I am not AB blood type, so I can have beef, but if you can still eat pork and lamb, then i don't see any reason to force yourself to eat beef. Pork and lamb are more fatty meats than beef anyway, and I personally find them more tasty. I don't know how you feel about eating animal organs, but they are excellent sources of fat and nutrients and true delicacies in my book ;) I know that organ meat produces in people the same resistance as eating fats does, my partner is like that, but he promised to try it out next time we cook it. It might be one of those things that "grows on you". Also, whenever my partner tries to eat fat, he ads lean meat and the piece of fat together on his fork, and he finds it easy to eat it like this.
Bluestar said:
And 2- when do people take their vitamins? I found today that by not taking the vitamins with breakfast I did not have that rock feeling in my stomach. Took them about two hours later with some bacon and digestive enzymes. At first the rock was there but since has dissipated. I do not take magnesium with food. Usually before bed. Take vit c through the day without food, so was just wondering if anyone has any insight about these issues.
I take my magnesium as soon as I wake up - though is better to do it your way, at night, for the relaxation effects - digestive enzymes, ox-bile and HCL with all my meals, and the rest of my supplements right after breakfast. I have reduced the supplements I am taking just fish oils, potassium, sometimes spirulina, vitamin D3 and E, vitamin C, multivitamin and B-complex 2x a week each, coenzyme Q10, evening primrose oil, and a small amount of lithium for my mental health
So I am wondering whether it is the supplements you take that make you get the "rock" feeling in your chest, not so much when you take them?
Bluestar said:
Figuring that my body is just not used to so much animal meat. Butter has always been a staple in my kitchen as is olive oil, coconut oil and grape-seed oil (for frying stuff). It is kind of interesting because when I used to just eat brown rice pasta, butter and maybe a veg mixed in I did not have any digestive issues nor much fatigue. So this transition I think will take a while for me.
Yes, I think that patience is required from all of us here during this transition, and if you had a lifelong habit of not eating much meat, your liver and digestive system will take a while to adjust. Following the advice given here with what supplements to take, water intake, sodium addition etc, it really helped me personally. I have a little fatigue here and there, and some bowel movement dysfunctions, but overall transitioning very smoothly to the almost no carbs (I am pretty sure even below 15 g a day) diet for a couple of weeks now.

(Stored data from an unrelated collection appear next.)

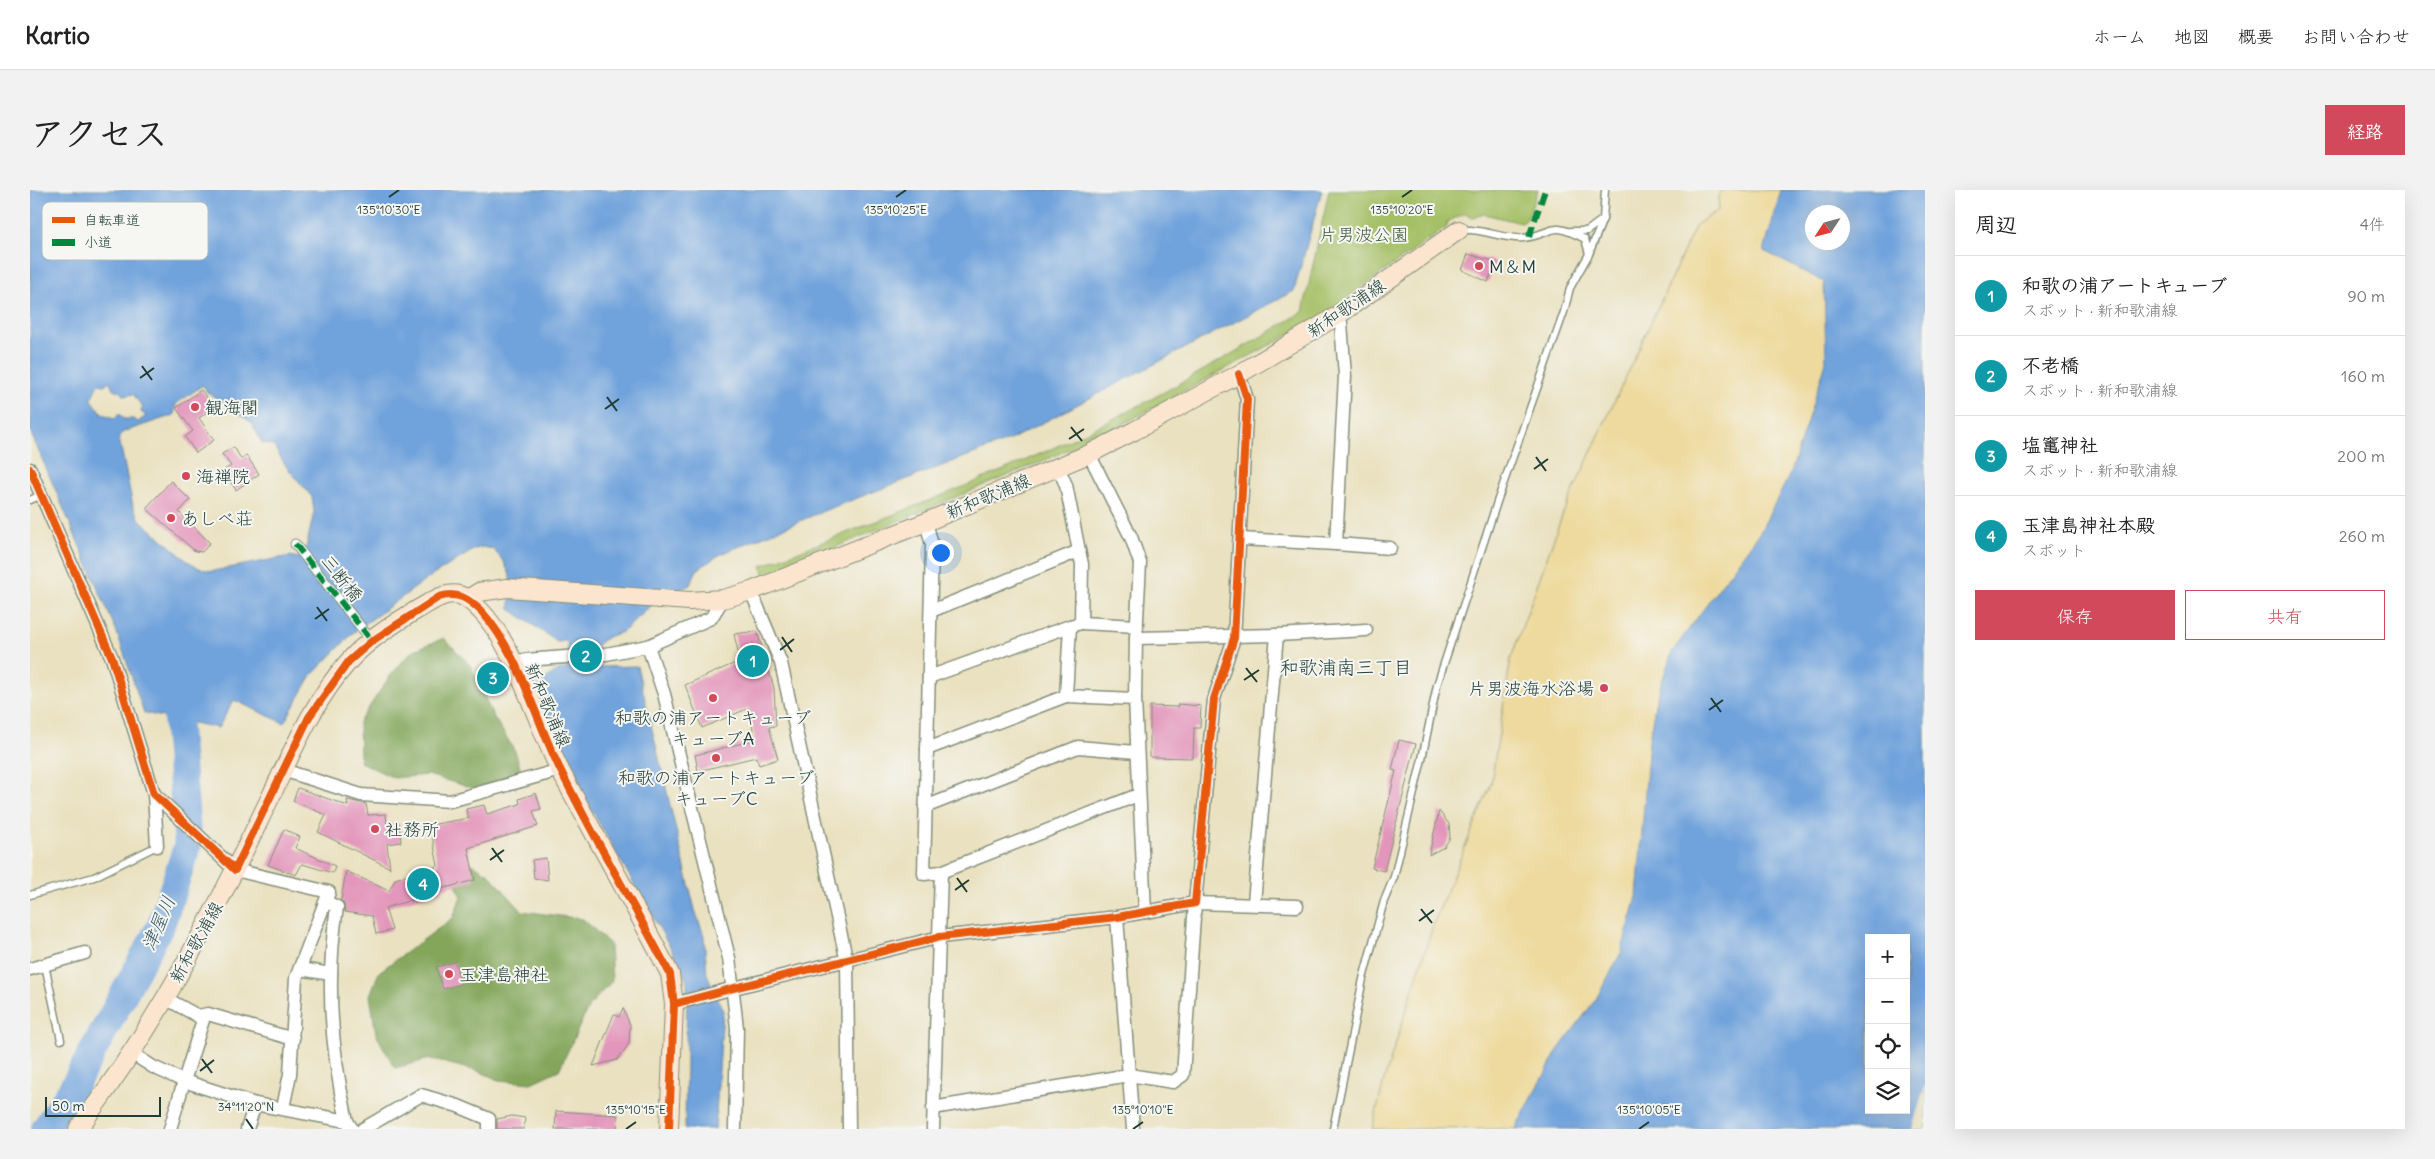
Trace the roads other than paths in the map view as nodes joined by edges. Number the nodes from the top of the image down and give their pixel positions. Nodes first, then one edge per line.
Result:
1 (1605, 190) edge
2 (1603, 219) junction
3 (1459, 230) joint
4 (1569, 231) junction
5 (1590, 254) junction
6 (1338, 316) junction
7 (1239, 374) junction
8 (1089, 454) junction
9 (1058, 467) junction
10 (30, 469) edge
11 (36, 497) edge
12 (926, 522) junction
13 (1240, 539) junction
14 (295, 544) dead end
15 (1336, 544) junction
16 (1390, 548) dead end
17 (1080, 551) junction
18 (751, 591) junction
19 (468, 599) junction
20 (723, 599) junction
21 (931, 611) junction
22 (1075, 625) junction
23 (1366, 630) dead end
24 (1137, 632) junction
25 (368, 636) junction
26 (1277, 636) junction
27 (1234, 638) junction
28 (648, 646) junction
29 (512, 661) junction
30 (929, 677) junction
31 (1066, 696) junction
32 (1135, 699) junction
33 (927, 749) junction
34 (1136, 752) junction
35 (283, 770) junction
36 (560, 770) junction
37 (1138, 795) junction
38 (159, 797) junction
39 (926, 807) junction
40 (157, 846) joint
41 (235, 870) junction
42 (941, 872) junction
43 (30, 895) edge
44 (327, 902) junction
45 (1195, 903) junction
46 (1254, 903) junction
47 (1297, 906) dead end
48 (1145, 912) junction
49 (1117, 917) junction
50 (940, 937) junction
51 (85, 953) dead end
52 (847, 962) junction
53 (45, 965) junction
54 (30, 969) edge
55 (300, 969) junction
56 (331, 974) junction
57 (729, 989) junction
58 (165, 998) junction
59 (679, 1003) junction
60 (198, 1016) junction
61 (292, 1039) junction
62 (61, 1040) dead end
63 (133, 1054) junction
64 (1129, 1076) junction
65 (184, 1081) junction
66 (255, 1104) junction
67 (283, 1108) junction
68 (933, 1108) junction
69 (349, 1125) edge
70 (78, 1129) edge
71 (170, 1129) edge
72 (247, 1129) edge
73 (363, 1129) edge
74 (489, 1129) edge
75 (669, 1129) edge
76 (735, 1129) edge
77 (849, 1129) edge
78 (933, 1129) edge
79 (1133, 1129) edge
80 (1333, 1129) edge

1 - 2 lane
2 - 4 lane
2 - 5 lane
3 - 4 lane
3 - 6 main road, 新和歌浦線
4 - 5 lane
5 - 80 lane
6 - 7 main road, 新和歌浦線
6 - 15 street
7 - 8 main road, 新和歌浦線
7 - 13 street
8 - 9 main road, 新和歌浦線
8 - 24 street
9 - 12 main road, 新和歌浦線
9 - 17 street
10 - 11 street
11 - 38 street
12 - 18 main road, 新和歌浦線
12 - 21 street
13 - 15 street
13 - 27 street
14 - 25 street, 三断橋
15 - 16 street
17 - 21 street
17 - 22 street
18 - 20 main road, 新和歌浦線
18 - 52 street
19 - 20 main road, 新和歌浦線
19 - 25 main road, 新和歌浦線
19 - 29 main road, 新和歌浦線
20 - 28 street
21 - 30 street
22 - 24 street
22 - 30 street
22 - 31 street
23 - 26 street
24 - 27 street
24 - 32 street
25 - 35 main road, 新和歌浦線
26 - 27 street
26 - 46 street
27 - 45 street
28 - 29 street
28 - 57 street
29 - 36 main road, 新和歌浦線
30 - 33 street
31 - 32 street
31 - 33 street
32 - 34 street
33 - 39 street
34 - 37 street
34 - 39 street
35 - 36 street
35 - 41 main road, 新和歌浦線
36 - 59 main road, 新和歌浦線
37 - 42 street
37 - 48 street
38 - 40 street
38 - 41 street
39 - 42 street
40 - 43 lane
41 - 44 street
41 - 58 main road, 新和歌浦線
42 - 50 street
44 - 55 street
44 - 56 street
45 - 46 street
45 - 48 street
45 - 64 street
46 - 47 street
48 - 49 street
49 - 50 street
49 - 64 street
50 - 52 street
50 - 68 street
51 - 53 street
52 - 57 street
52 - 77 street
53 - 54 street
53 - 62 lane
55 - 56 street
55 - 61 street
56 - 69 street
57 - 59 street
57 - 76 street
58 - 60 street
58 - 63 main road, 新和歌浦線
59 - 75 main road, 新和歌浦線
60 - 61 street
60 - 65 street
61 - 67 street
63 - 65 street
63 - 70 main road, 新和歌浦線
64 - 68 street
64 - 79 street
65 - 66 street
65 - 71 street
66 - 67 street
66 - 72 street
67 - 69 street
68 - 78 street
73 - 74 street

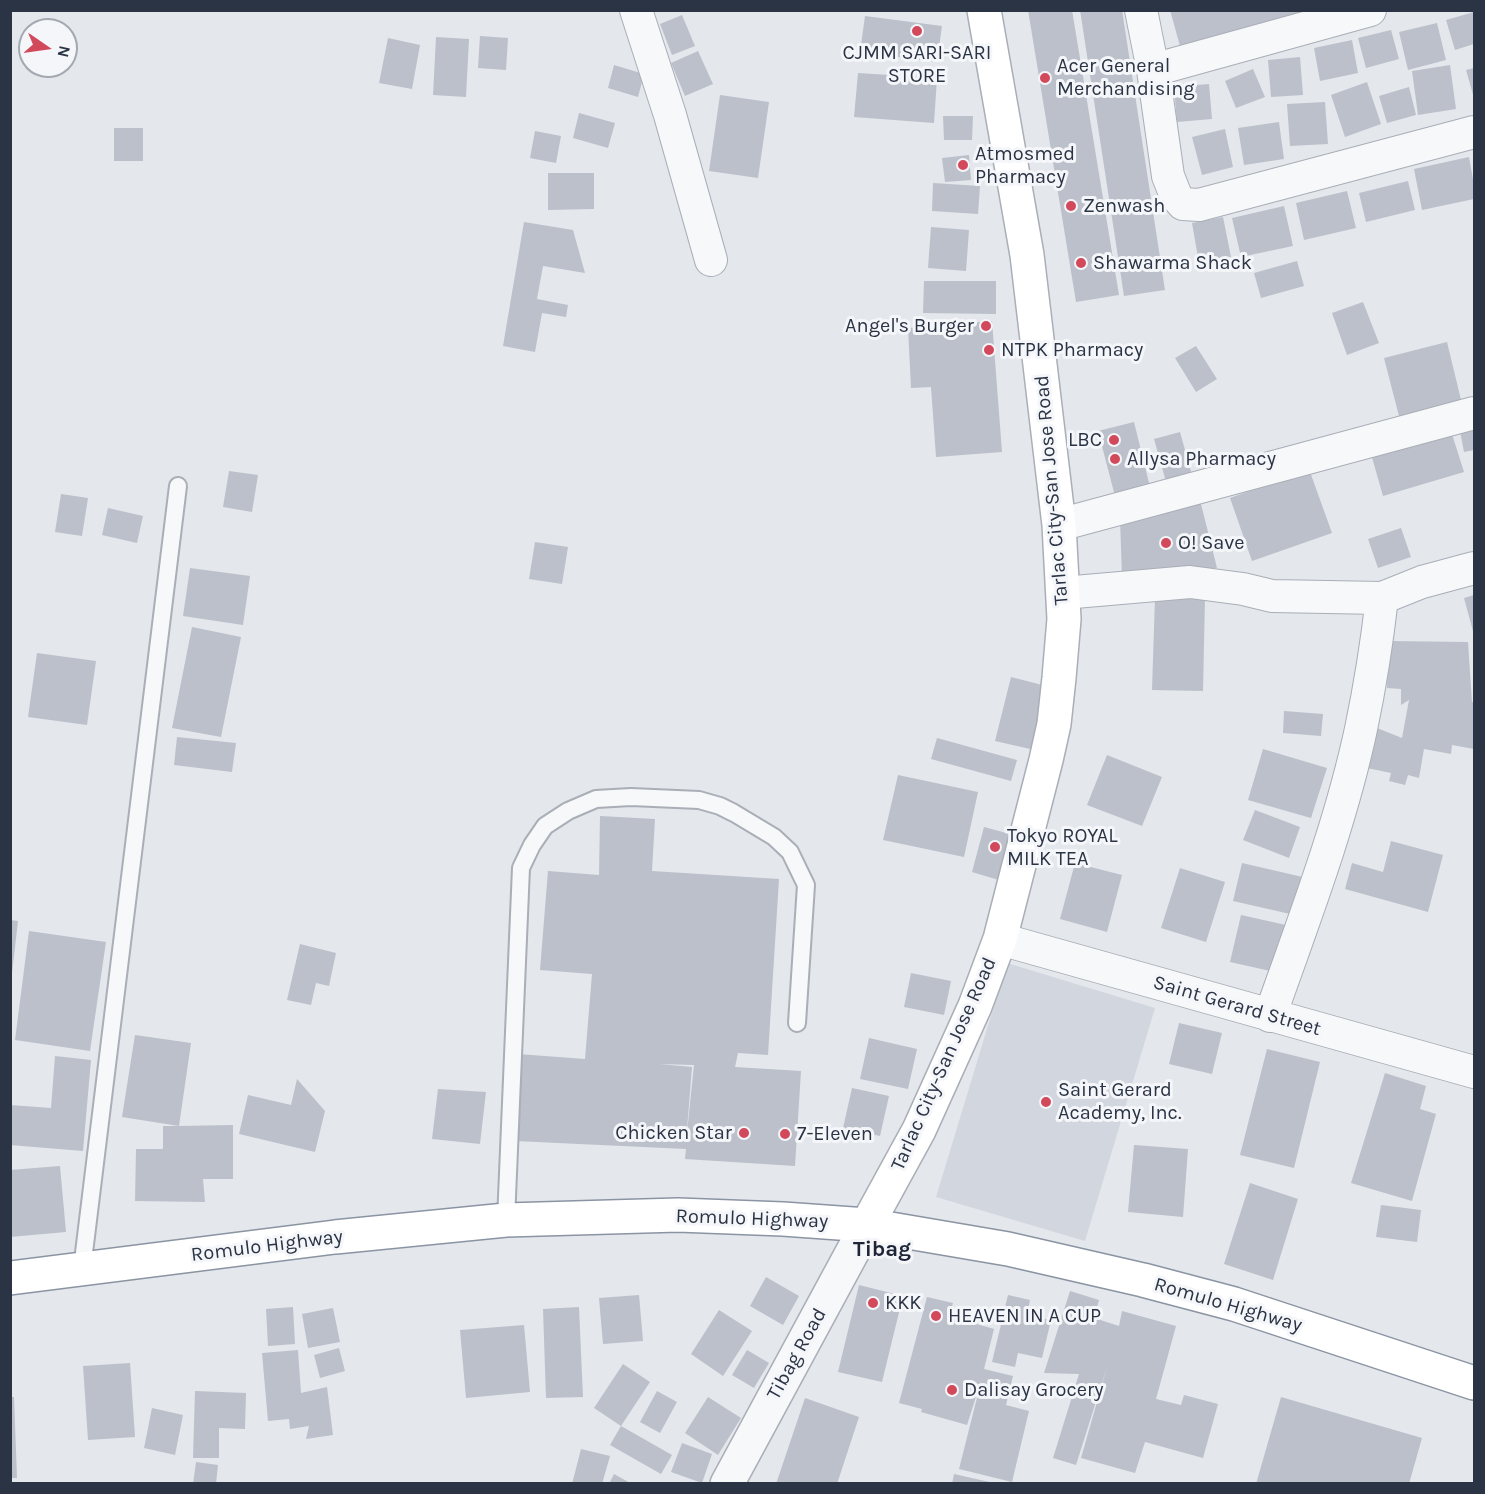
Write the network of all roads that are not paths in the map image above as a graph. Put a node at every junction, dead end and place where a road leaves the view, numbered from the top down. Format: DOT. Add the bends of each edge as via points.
graph roads {
  1 [pos="636,10"];
  2 [pos="984,10"];
  3 [pos="1141,10"];
  4 [pos="1370,10"];
  5 [pos="1153,70"];
  6 [pos="1474,132"];
  7 [pos="711,260"];
  8 [pos="1474,413"];
  9 [pos="178,486"];
  10 [pos="1059,525"];
  11 [pos="1474,568"];
  12 [pos="1063,593"];
  13 [pos="1382,598"];
  14 [pos="1000,939"];
  15 [pos="1270,1016"];
  16 [pos="797,1023"];
  17 [pos="1474,1072"];
  18 [pos="506,1220"];
  19 [pos="867,1225"];
  20 [pos="82,1269"];
  21 [pos="10,1278"];
  22 [pos="1474,1383"];
  23 [pos="727,1484"];
  1 -- 7 [label="street"];
  2 -- 10 [label="main road, Tarlac City-San Jose Road" via="1027,255"];
  3 -- 5 [label="street"];
  4 -- 5 [label="street"];
  5 -- 6 [label="street" via="1168,176 1183,204 1199,205"];
  8 -- 10 [label="street"];
  9 -- 20 [label="lane"];
  10 -- 12 [label="main road, Tarlac City-San Jose Road"];
  11 -- 13 [label="street"];
  12 -- 13 [label="street" via="1190,582 1272,596"];
  12 -- 14 [label="main road, Tarlac City-San Jose Road" via="1054,724"];
  13 -- 15 [label="street" via="1361,729 1345,791"];
  14 -- 15 [label="street, Saint Gerard Street"];
  14 -- 19 [label="main road, Tarlac City-San Jose Road" via="975,1006 919,1130"];
  15 -- 17 [label="street, Saint Gerard Street"];
  16 -- 18 [label="lane" via="806,885 790,852 774,837 720,806 699,800 596,799 545,826 522,868"];
  18 -- 19 [label="main road, Romulo Highway" via="678,1215"];
  18 -- 20 [label="main road, Romulo Highway"];
  19 -- 22 [label="main road, Romulo Highway" via="1008,1249 1234,1304"];
  19 -- 23 [label="street, Tibag Road"];
  20 -- 21 [label="main road, Romulo Highway"];
}
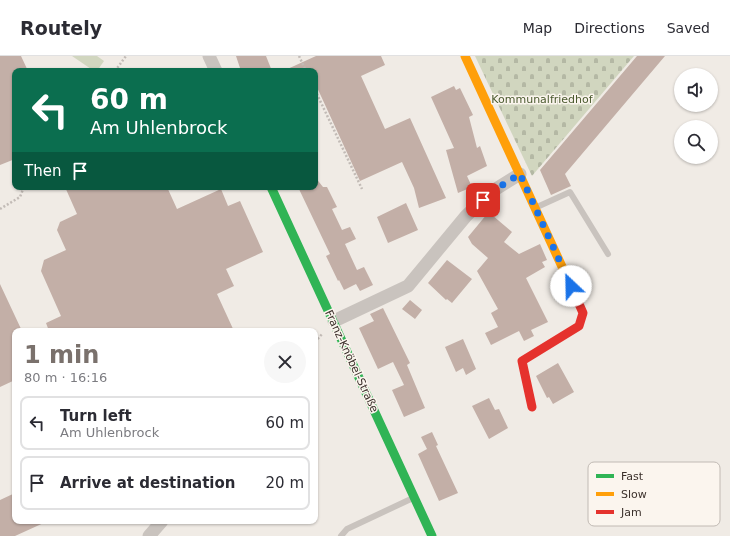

I consider myself lucky in that I always liked fat and organs, and bone marrow, and all those nutritious parts of the animals that Western civilization considers "ew!" In fact, I remember that as a child I only wanted to eat carrots, cucumbers and fatty meat on a bone, with all the cartilage and stuff. My mother really gave a fight to teach me to eat everything else.
As a side note, I was reading this article posted on SOTT today:
How to prevent spending the last 10 years of your life in a diaper and a wheelchair, which has a
podcast link in it. It's 1:10 long, and I recommend listening to it. Datis Kharrazian, DC, M.S , along with host, Chris Kresser, discuss the circular interaction between brain and gut: yes, gut health affects the health of the brain too, but the same is true where brain malfunction affects the health of the gut. From the page:
In this episode we discuss the gut-brain axis: the relationship between digestive health and cognitive function, memory, depression, anxiety and other mental and behavioral health issues. We cover:
* the basic physiology involved
* how inflammation in the gut affects the brain
* how decreased brain activity compromises gut function
* how to recognize the signs and symptoms of gut-brain axis dysfunction
* studies demonstrating gut-brain dysfunction and its effects on health
* dietary and lifestyle modifications to improve gut-brain function.
I think the gut-brain axis is one of the most important and least recognized factors in human health. If you follow a good diet (Paleo, Primal, Perfect Health Diet, etc.) and you’re still experiencing gut symptoms, it’s likely you have a gut-brain axis issue.